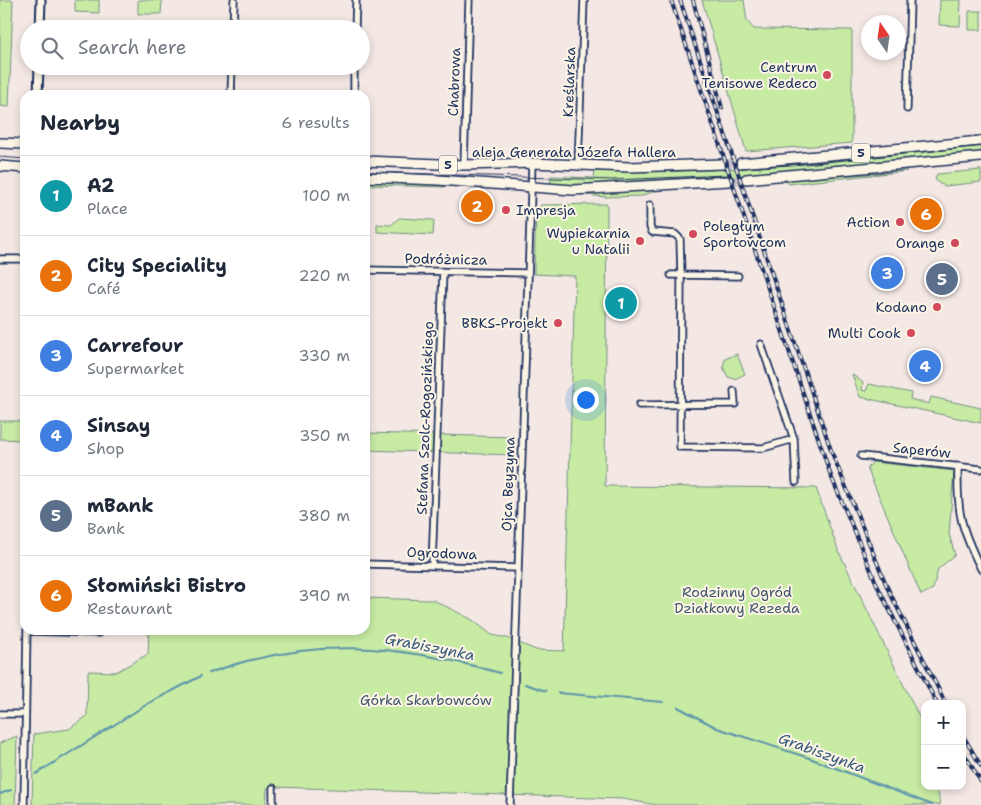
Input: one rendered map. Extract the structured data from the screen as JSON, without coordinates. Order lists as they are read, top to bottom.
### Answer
{
  "streets": {
    "main road": ["aleja Generała Józefa Hallera", "5"],
    "street": [
      "Chabrowa",
      "Kreślarska",
      "Podróżnicza",
      "Stefana Szolc-Rogozińskiego",
      "Saperów",
      "Ojca Beyzyma",
      "Ogrodowa"
    ]
  },
  "crossings": [
    ["Chabrowa", "aleja Generała Józefa Hallera"],
    ["Kreślarska", "aleja Generała Józefa Hallera"],
    ["aleja Generała Józefa Hallera", "Ojca Beyzyma"],
    ["5", "Ojca Beyzyma"],
    ["Podróżnicza", "Stefana Szolc-Rogozińskiego"],
    ["Podróżnicza", "Ojca Beyzyma"],
    ["Stefana Szolc-Rogozińskiego", "Ogrodowa"],
    ["Ojca Beyzyma", "Ogrodowa"]
  ],
  "water": ["Grabiszynka"],
  "parks": ["Rodzinny Ogród Działkowy Rezeda", "Górka Skarbowców"],
  "places": [
    "Centrum Tenisowe Redeco",
    "Impresja",
    "Action",
    "Poległym Sportowcom",
    "Wypiekarnia u Natalii",
    "Orange",
    "Kodano",
    "BBKS-Projekt",
    "Multi Cook"
  ],
  "north": "top",
  "page": {
    "search": "Search here",
    "heading": ["Nearby", "6 results"],
    "list": [
      {
        "mark": "1",
        "name": "A2",
        "note": "Place",
        "value": "100 m"
      },
      {
        "mark": "2",
        "name": "City Speciality",
        "note": "Café",
        "value": "220 m"
      },
      {
        "mark": "3",
        "name": "Carrefour",
        "note": "Supermarket",
        "value": "330 m"
      },
      {
        "mark": "4",
        "name": "Sinsay",
        "note": "Shop",
        "value": "350 m"
      },
      {
        "mark": "5",
        "name": "mBank",
        "note": "Bank",
        "value": "380 m"
      },
      {
        "mark": "6",
        "name": "Słomiński Bistro",
        "note": "Restaurant",
        "value": "390 m"
      }
    ],
    "pins": [
      "2",
      "6",
      "3",
      "5",
      "1",
      "4"
    ],
    "map_buttons": ["+", "−"]
  }
}
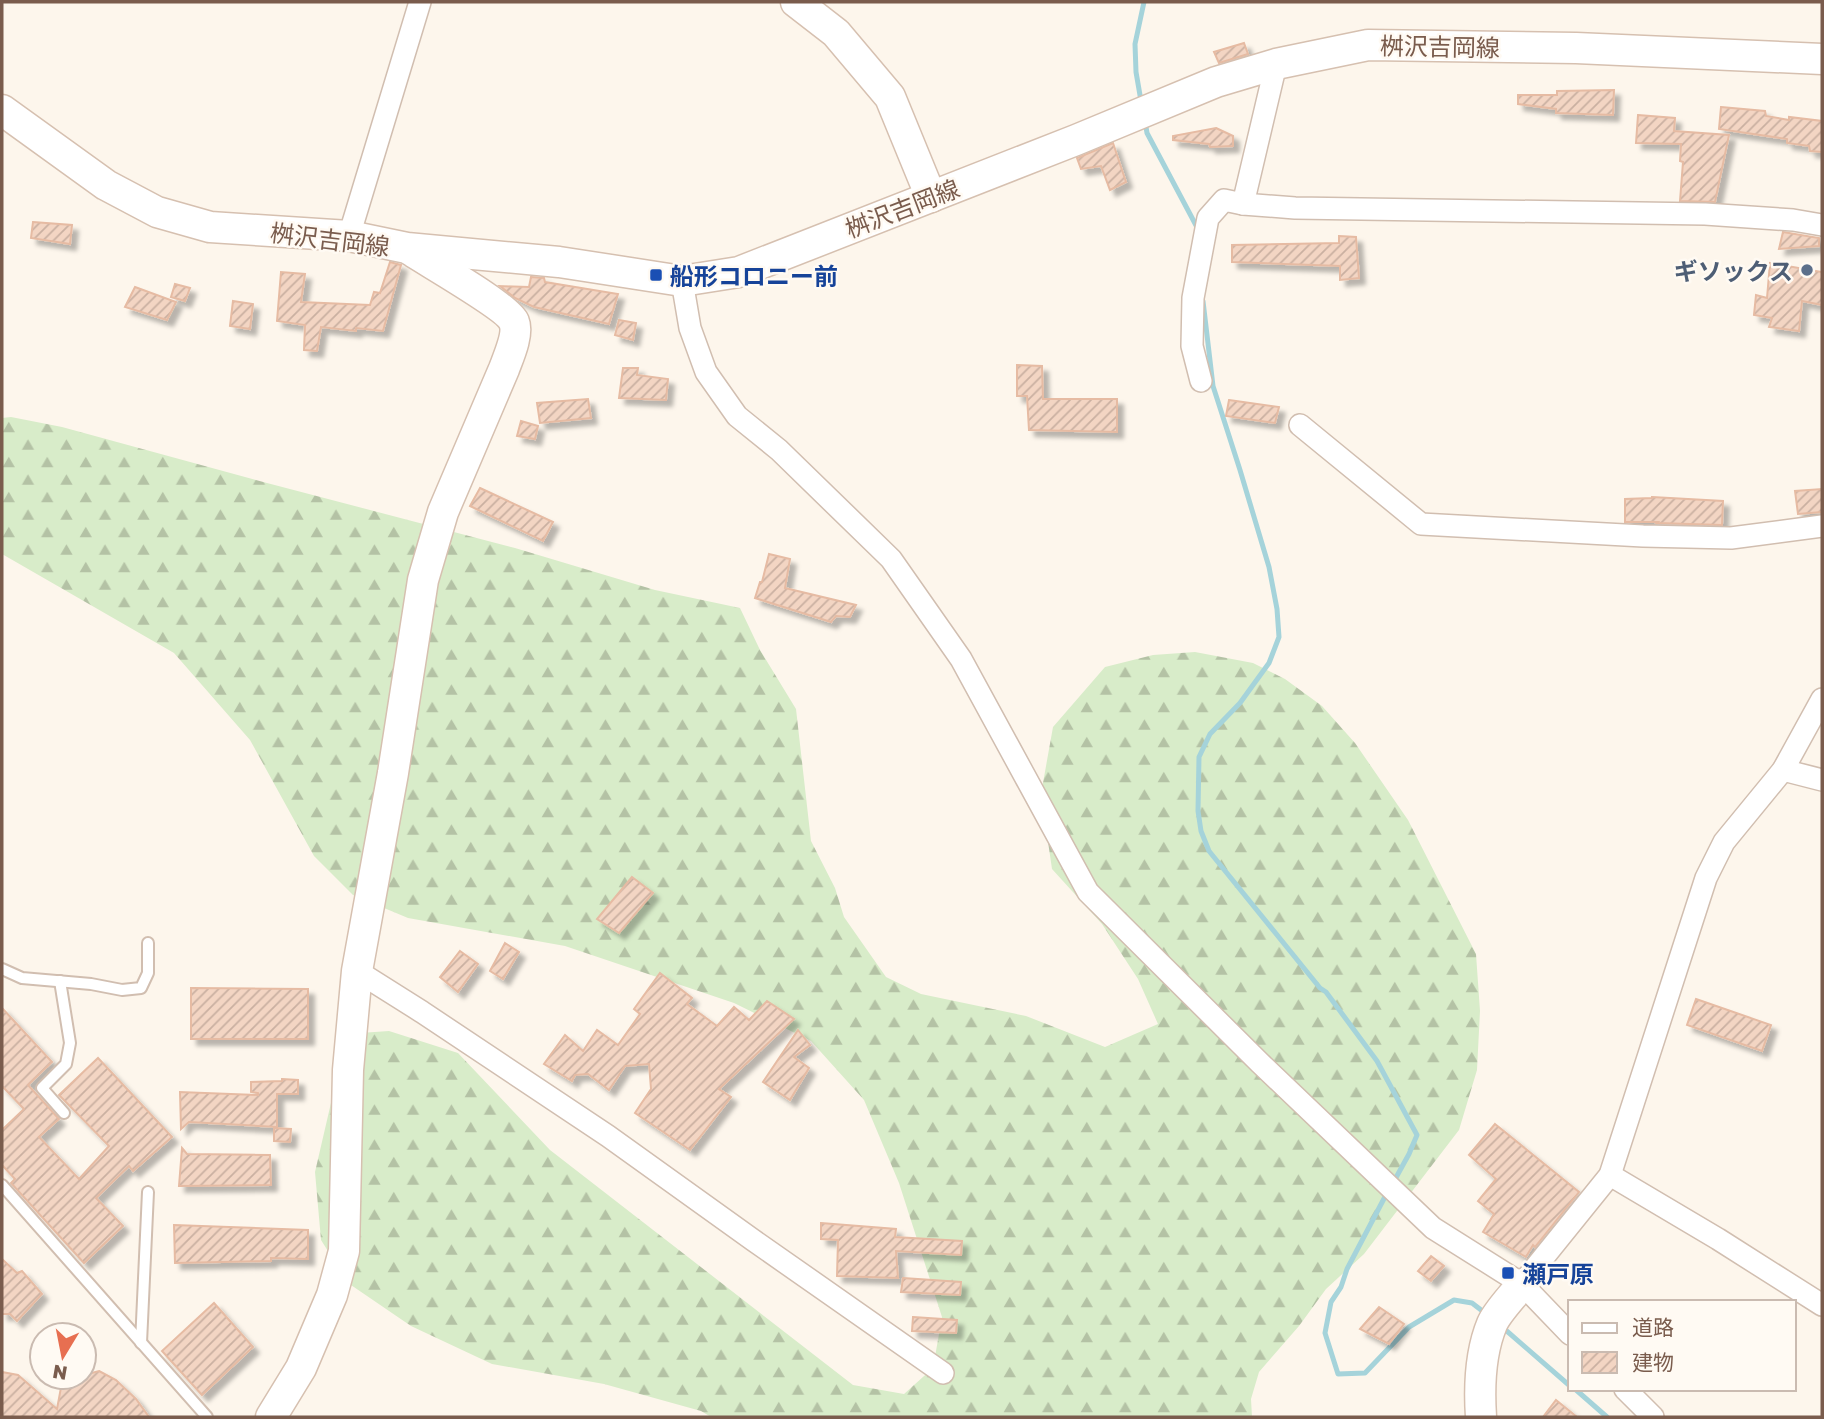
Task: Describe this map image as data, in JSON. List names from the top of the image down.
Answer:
{
  "streets": {
    "main road": ["桝沢吉岡線"]
  },
  "places": {
    "other": ["ギソックス"],
    "transit": ["船形コロニー前", "瀬戸原"]
  },
  "legend": ["道路", "建物"],
  "north": "bottom"
}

--

Exercise details
Copy each entry exactly as written. Images should not appear in the copy.

Answer box
Input: one rendered map. Extract the structured data from the screen as JSON, without coordinates. Order lists as they are read, top to bottom.
### Answer
{
  "streets": {
    "main road": ["aleja Generała Józefa Hallera", "5"],
    "street": [
      "Chabrowa",
      "Kreślarska",
      "Podróżnicza",
      "Stefana Szolc-Rogozińskiego",
      "Saperów",
      "Ojca Beyzyma",
      "Ogrodowa"
    ]
  },
  "crossings": [
    ["Chabrowa", "aleja Generała Józefa Hallera"],
    ["Kreślarska", "aleja Generała Józefa Hallera"],
    ["aleja Generała Józefa Hallera", "Ojca Beyzyma"],
    ["5", "Ojca Beyzyma"],
    ["Podróżnicza", "Stefana Szolc-Rogozińskiego"],
    ["Podróżnicza", "Ojca Beyzyma"],
    ["Stefana Szolc-Rogozińskiego", "Ogrodowa"],
    ["Ojca Beyzyma", "Ogrodowa"]
  ],
  "water": ["Grabiszynka"],
  "parks": ["Rodzinny Ogród Działkowy Rezeda", "Górka Skarbowców"],
  "places": [
    "Centrum Tenisowe Redeco",
    "Impresja",
    "Action",
    "Poległym Sportowcom",
    "Wypiekarnia u Natalii",
    "Orange",
    "Kodano",
    "BBKS-Projekt",
    "Multi Cook"
  ],
  "north": "top",
  "page": {
    "search": "Search here",
    "heading": ["Nearby", "6 results"],
    "list": [
      {
        "mark": "1",
        "name": "A2",
        "note": "Place",
        "value": "100 m"
      },
      {
        "mark": "2",
        "name": "City Speciality",
        "note": "Café",
        "value": "220 m"
      },
      {
        "mark": "3",
        "name": "Carrefour",
        "note": "Supermarket",
        "value": "330 m"
      },
      {
        "mark": "4",
        "name": "Sinsay",
        "note": "Shop",
        "value": "350 m"
      },
      {
        "mark": "5",
        "name": "mBank",
        "note": "Bank",
        "value": "380 m"
      },
      {
        "mark": "6",
        "name": "Słomiński Bistro",
        "note": "Restaurant",
        "value": "390 m"
      }
    ],
    "pins": [
      "2",
      "6",
      "3",
      "5",
      "1",
      "4"
    ],
    "map_buttons": ["+", "−"]
  }
}
Task: Describe this map image as data, in JSON. List names from the top of the image down.
Answer:
{
  "streets": {
    "main road": ["桝沢吉岡線"]
  },
  "places": {
    "other": ["ギソックス"],
    "transit": ["船形コロニー前", "瀬戸原"]
  },
  "legend": ["道路", "建物"],
  "north": "bottom"
}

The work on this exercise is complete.